Transports scolaires : un plan pour lutter contre l’usage de stupéfiants chez les conducteurs
Paru dans Scolaire le lundi 05 mai 2025.
Un plan pour la sécurisation des transports scolaires a été présenté par les ministères des Transports et de l’Intérieur ce 30 avril. Appelé "Joana", du nom de la lycéenne tuée le 30 janvier 2025 en Eure-et-Loire dans un accident de car scolaire dont le chauffeur avait consommé des stupéfiants, le plan vise à "renforcer la sécurité des élèves qui se rendent quotidiennement dans leur établissement", a expliqué le ministère en charge des Transports dans un communiqué.
A la suite du drame, près de 30 000 contrôles avaient été effectués en février 2025, permettant de détecter 63 conducteurs alcoolisés et 119 conducteurs positifs aux stupéfiants. Pour les ministères, "ces nouveaux risques appellent une réponse forte et adaptée".
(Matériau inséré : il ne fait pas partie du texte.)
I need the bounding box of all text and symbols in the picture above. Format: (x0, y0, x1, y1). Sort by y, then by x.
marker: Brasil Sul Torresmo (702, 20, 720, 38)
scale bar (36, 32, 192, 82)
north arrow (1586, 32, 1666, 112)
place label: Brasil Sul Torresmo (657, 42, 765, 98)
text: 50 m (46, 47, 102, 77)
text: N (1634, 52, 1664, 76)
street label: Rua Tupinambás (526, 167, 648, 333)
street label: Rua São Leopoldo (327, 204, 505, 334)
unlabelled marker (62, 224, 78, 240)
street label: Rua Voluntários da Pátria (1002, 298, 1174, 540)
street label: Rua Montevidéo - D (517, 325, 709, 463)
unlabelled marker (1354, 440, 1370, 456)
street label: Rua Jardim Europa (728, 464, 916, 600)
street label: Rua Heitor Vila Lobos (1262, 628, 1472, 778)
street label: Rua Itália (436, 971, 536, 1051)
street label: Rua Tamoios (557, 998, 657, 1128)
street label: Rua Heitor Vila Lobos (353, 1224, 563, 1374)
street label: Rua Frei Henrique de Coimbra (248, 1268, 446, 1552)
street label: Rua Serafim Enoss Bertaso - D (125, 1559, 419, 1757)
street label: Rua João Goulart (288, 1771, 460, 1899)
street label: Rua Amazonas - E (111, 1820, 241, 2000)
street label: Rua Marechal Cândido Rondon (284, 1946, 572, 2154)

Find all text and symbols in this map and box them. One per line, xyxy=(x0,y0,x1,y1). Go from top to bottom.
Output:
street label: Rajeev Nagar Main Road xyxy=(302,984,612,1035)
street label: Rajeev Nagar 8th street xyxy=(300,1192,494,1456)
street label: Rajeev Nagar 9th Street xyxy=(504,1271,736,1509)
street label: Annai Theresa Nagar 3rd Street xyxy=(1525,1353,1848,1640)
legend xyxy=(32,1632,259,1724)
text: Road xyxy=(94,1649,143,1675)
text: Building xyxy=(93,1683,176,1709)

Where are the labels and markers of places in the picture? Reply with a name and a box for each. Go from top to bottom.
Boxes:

Le premier axe du plan vise donc à "améliorer la sensibilisation, la prévention et le dépistage pour lutter contre les stupéfiants". Dans ce but, un test aléatoire par an sera imposé aux conducteurs de transports publics et scolaires et les obligations en matière de formation seront renforcées, passant par exemple par la mise en place de plans de sensibilisation dans des entreprises en charge des transports scolaires.
"Comme pour l’alcool, la mise en place d’un stupotest antidémarrage permettra de s’assurer qu’aucun conducteur ne puisse conduire après une consommation de stupéfiants", a également indiqué le gouvernement.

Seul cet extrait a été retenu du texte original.